#### TASK STATEMENT:
An image-free, verbatim transcription of the records is the expected result.
========================================================================
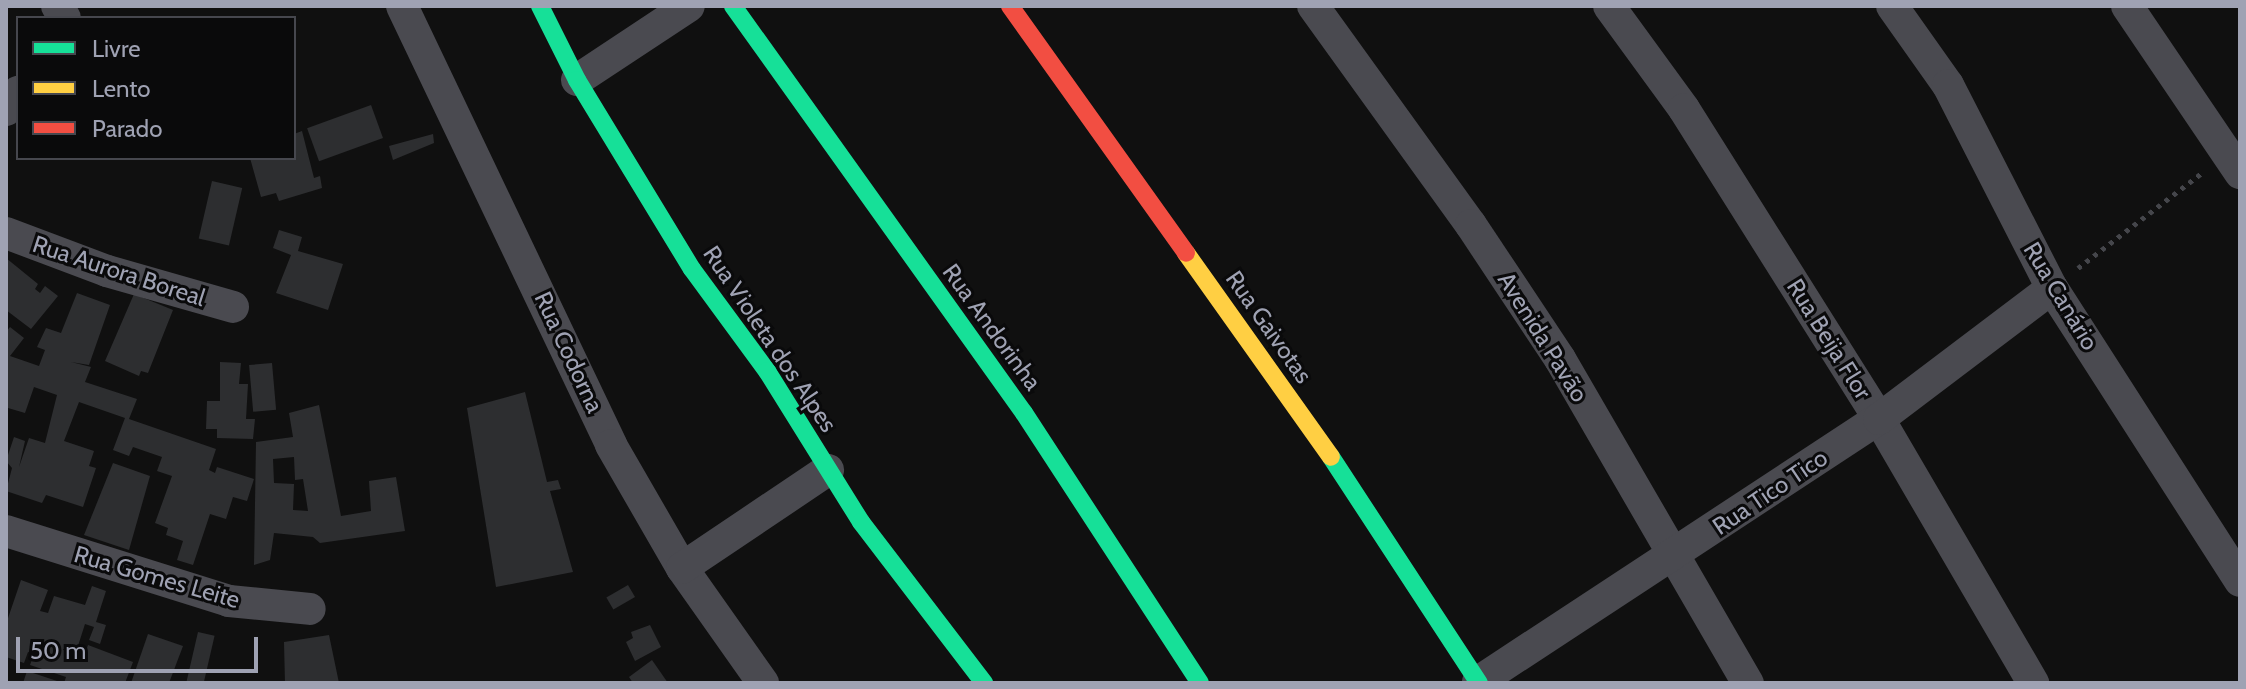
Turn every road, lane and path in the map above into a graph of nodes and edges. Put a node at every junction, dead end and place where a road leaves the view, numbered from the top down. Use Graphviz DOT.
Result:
graph roads {
  1 [pos="402,6"];
  2 [pos="540,6"];
  3 [pos="689,6"];
  4 [pos="733,6"];
  5 [pos="1010,6"];
  6 [pos="1313,6"];
  7 [pos="1609,6"];
  8 [pos="1892,6"];
  9 [pos="2127,6"];
  10 [pos="577,80"];
  11 [pos="2234,163"];
  12 [pos="6,233"];
  13 [pos="2052,288"];
  14 [pos="233,307"];
  15 [pos="1879,419"];
  16 [pos="828,470"];
  17 [pos="6,531"];
  18 [pos="1674,557"];
  19 [pos="682,568"];
  20 [pos="2240,581"];
  21 [pos="310,609"];
  22 [pos="1478,682"];
  23 [pos="763,683"];
  24 [pos="984,683"];
  25 [pos="1200,683"];
  26 [pos="1748,683"];
  27 [pos="2033,683"];
  1 -- 19 [label="street, Rua Codorna"];
  2 -- 10 [label="street, Rua Violeta dos Alpes"];
  3 -- 10 [label="street"];
  4 -- 25 [label="street, Rua Andorinha"];
  5 -- 22 [label="street, Rua Gaivotas"];
  6 -- 18 [label="street, Avenida Pavão"];
  7 -- 15 [label="street, Rua Beija Flor"];
  8 -- 13 [label="street, Rua Canário"];
  9 -- 11 [label="street"];
  10 -- 16 [label="street, Rua Violeta dos Alpes"];
  11 -- 13 [label="path"];
  12 -- 14 [label="street, Rua Aurora Boreal"];
  13 -- 15 [label="street, Rua Tico Tico"];
  13 -- 20 [label="street, Rua Canário"];
  15 -- 18 [label="street, Rua Tico Tico"];
  15 -- 27 [label="street, Rua Beija Flor"];
  16 -- 19 [label="street"];
  16 -- 24 [label="street, Rua Violeta dos Alpes"];
  17 -- 21 [label="street, Rua Gomes Leite"];
  18 -- 22 [label="street, Rua Tico Tico"];
  18 -- 26 [label="street, Avenida Pavão"];
  19 -- 23 [label="street, Rua Codorna"];
}
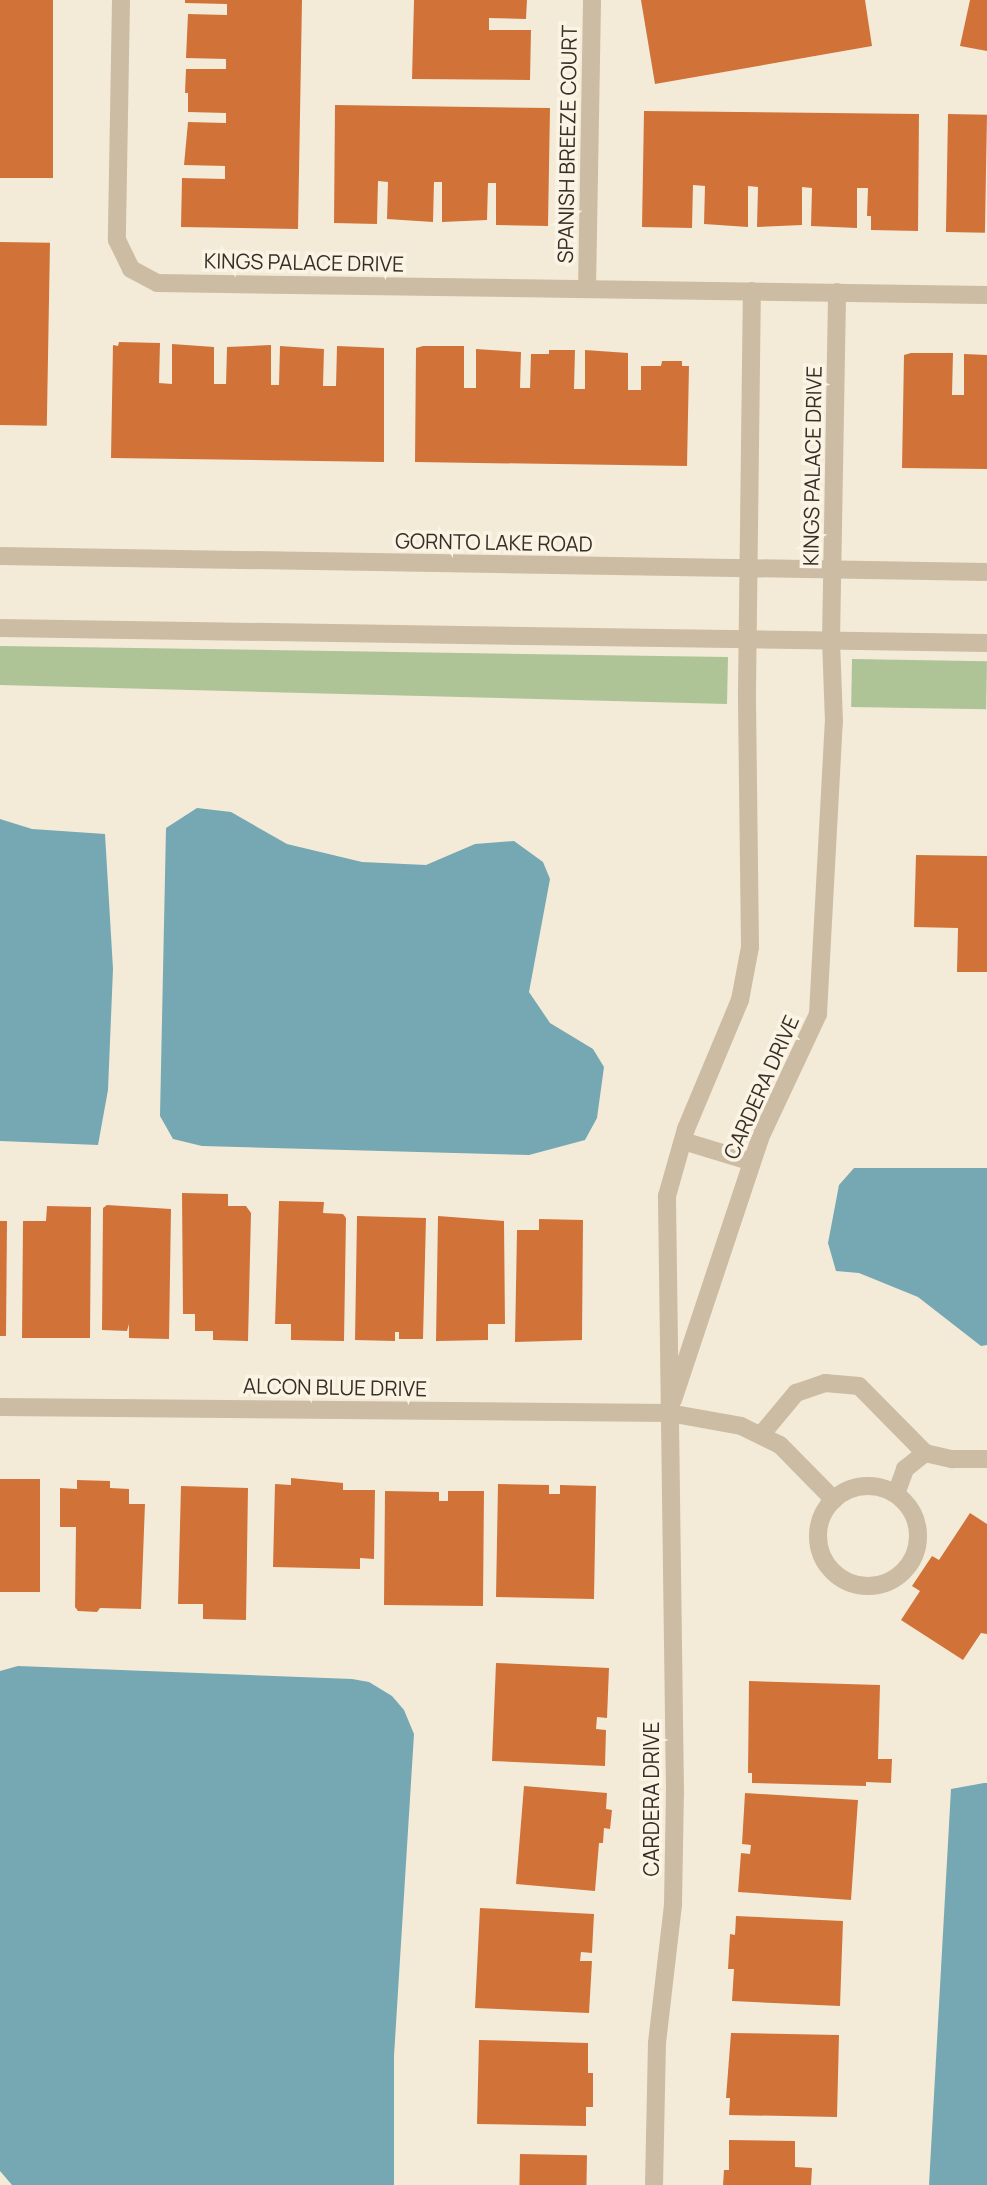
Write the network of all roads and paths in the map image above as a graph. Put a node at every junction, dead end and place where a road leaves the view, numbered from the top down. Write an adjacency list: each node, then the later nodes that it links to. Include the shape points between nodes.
1 (121, 0): 3 (street, KINGS PALACE DRIVE, via 117,240 131,269 157,283)
2 (592, 0): 3 (street, SPANISH BREEZE COURT)
3 (587, 289): 4 (street, KINGS PALACE DRIVE)
4 (752, 291): 5 (street, KINGS PALACE DRIVE); 8 (street)
5 (838, 292): 6 (street, KINGS PALACE DRIVE); 9 (street, KINGS PALACE DRIVE)
6 (987, 295)
7 (0, 556): 8 (street, GORNTO LAKE ROAD)
8 (749, 569): 9 (street, GORNTO LAKE ROAD); 12 (street)
9 (833, 570): 10 (street, GORNTO LAKE ROAD); 13 (street, KINGS PALACE DRIVE)
10 (987, 572)
11 (0, 628): 12 (street)
12 (749, 640): 13 (street); 15 (street, CARDERA DRIVE, via 750,947 740,1000)
13 (831, 641): 14 (street); 16 (street, CARDERA DRIVE, via 834,722 818,1014)
14 (987, 643)
15 (683, 1142): 16 (street); 18 (street, CARDERA DRIVE, via 667,1196)
16 (752, 1162): 18 (street, CARDERA DRIVE)
17 (0, 1407): 18 (street, ALCON BLUE DRIVE)
18 (669, 1413): 19 (street, ALCON BLUE DRIVE, via 741,1426); 24 (street, CARDERA DRIVE, via 673,1904 657,2043)
19 (761, 1435): 20 (street, via 796,1393 825,1383 859,1386); 23 (street, ALCON BLUE DRIVE, via 780,1445)
20 (925, 1453): 21 (street, via 952,1459); 22 (street, via 905,1469)
21 (987, 1458)
22 (896, 1494): 23 (street, via 863,1486); 23 (street, via 916,1520 916,1553 895,1578 864,1587 834,1574 818,1545 824,1513)
23 (834, 1500)
24 (654, 2185)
========================================================================
#### SOLUTION TO THIS TASK:
Turn every road, lane and path in the map above into a graph of nodes and edges. Put a node at every junction, dead end and place where a road leaves the view, numbered from the top down. Use Graphviz DOT.
Result:
graph roads {
  1 [pos="402,6"];
  2 [pos="540,6"];
  3 [pos="689,6"];
  4 [pos="733,6"];
  5 [pos="1010,6"];
  6 [pos="1313,6"];
  7 [pos="1609,6"];
  8 [pos="1892,6"];
  9 [pos="2127,6"];
  10 [pos="577,80"];
  11 [pos="2234,163"];
  12 [pos="6,233"];
  13 [pos="2052,288"];
  14 [pos="233,307"];
  15 [pos="1879,419"];
  16 [pos="828,470"];
  17 [pos="6,531"];
  18 [pos="1674,557"];
  19 [pos="682,568"];
  20 [pos="2240,581"];
  21 [pos="310,609"];
  22 [pos="1478,682"];
  23 [pos="763,683"];
  24 [pos="984,683"];
  25 [pos="1200,683"];
  26 [pos="1748,683"];
  27 [pos="2033,683"];
  1 -- 19 [label="street, Rua Codorna"];
  2 -- 10 [label="street, Rua Violeta dos Alpes"];
  3 -- 10 [label="street"];
  4 -- 25 [label="street, Rua Andorinha"];
  5 -- 22 [label="street, Rua Gaivotas"];
  6 -- 18 [label="street, Avenida Pavão"];
  7 -- 15 [label="street, Rua Beija Flor"];
  8 -- 13 [label="street, Rua Canário"];
  9 -- 11 [label="street"];
  10 -- 16 [label="street, Rua Violeta dos Alpes"];
  11 -- 13 [label="path"];
  12 -- 14 [label="street, Rua Aurora Boreal"];
  13 -- 15 [label="street, Rua Tico Tico"];
  13 -- 20 [label="street, Rua Canário"];
  15 -- 18 [label="street, Rua Tico Tico"];
  15 -- 27 [label="street, Rua Beija Flor"];
  16 -- 19 [label="street"];
  16 -- 24 [label="street, Rua Violeta dos Alpes"];
  17 -- 21 [label="street, Rua Gomes Leite"];
  18 -- 22 [label="street, Rua Tico Tico"];
  18 -- 26 [label="street, Avenida Pavão"];
  19 -- 23 [label="street, Rua Codorna"];
}
Write the network of all roads and paths in the map image above as a graph. Put a node at every junction, dead end and place where a road leaves the view, numbered from the top down. Write an adjacency list: each node, then the later nodes that it links to. Include the shape points between nodes.
1 (121, 0): 3 (street, KINGS PALACE DRIVE, via 117,240 131,269 157,283)
2 (592, 0): 3 (street, SPANISH BREEZE COURT)
3 (587, 289): 4 (street, KINGS PALACE DRIVE)
4 (752, 291): 5 (street, KINGS PALACE DRIVE); 8 (street)
5 (838, 292): 6 (street, KINGS PALACE DRIVE); 9 (street, KINGS PALACE DRIVE)
6 (987, 295)
7 (0, 556): 8 (street, GORNTO LAKE ROAD)
8 (749, 569): 9 (street, GORNTO LAKE ROAD); 12 (street)
9 (833, 570): 10 (street, GORNTO LAKE ROAD); 13 (street, KINGS PALACE DRIVE)
10 (987, 572)
11 (0, 628): 12 (street)
12 (749, 640): 13 (street); 15 (street, CARDERA DRIVE, via 750,947 740,1000)
13 (831, 641): 14 (street); 16 (street, CARDERA DRIVE, via 834,722 818,1014)
14 (987, 643)
15 (683, 1142): 16 (street); 18 (street, CARDERA DRIVE, via 667,1196)
16 (752, 1162): 18 (street, CARDERA DRIVE)
17 (0, 1407): 18 (street, ALCON BLUE DRIVE)
18 (669, 1413): 19 (street, ALCON BLUE DRIVE, via 741,1426); 24 (street, CARDERA DRIVE, via 673,1904 657,2043)
19 (761, 1435): 20 (street, via 796,1393 825,1383 859,1386); 23 (street, ALCON BLUE DRIVE, via 780,1445)
20 (925, 1453): 21 (street, via 952,1459); 22 (street, via 905,1469)
21 (987, 1458)
22 (896, 1494): 23 (street, via 863,1486); 23 (street, via 916,1520 916,1553 895,1578 864,1587 834,1574 818,1545 824,1513)
23 (834, 1500)
24 (654, 2185)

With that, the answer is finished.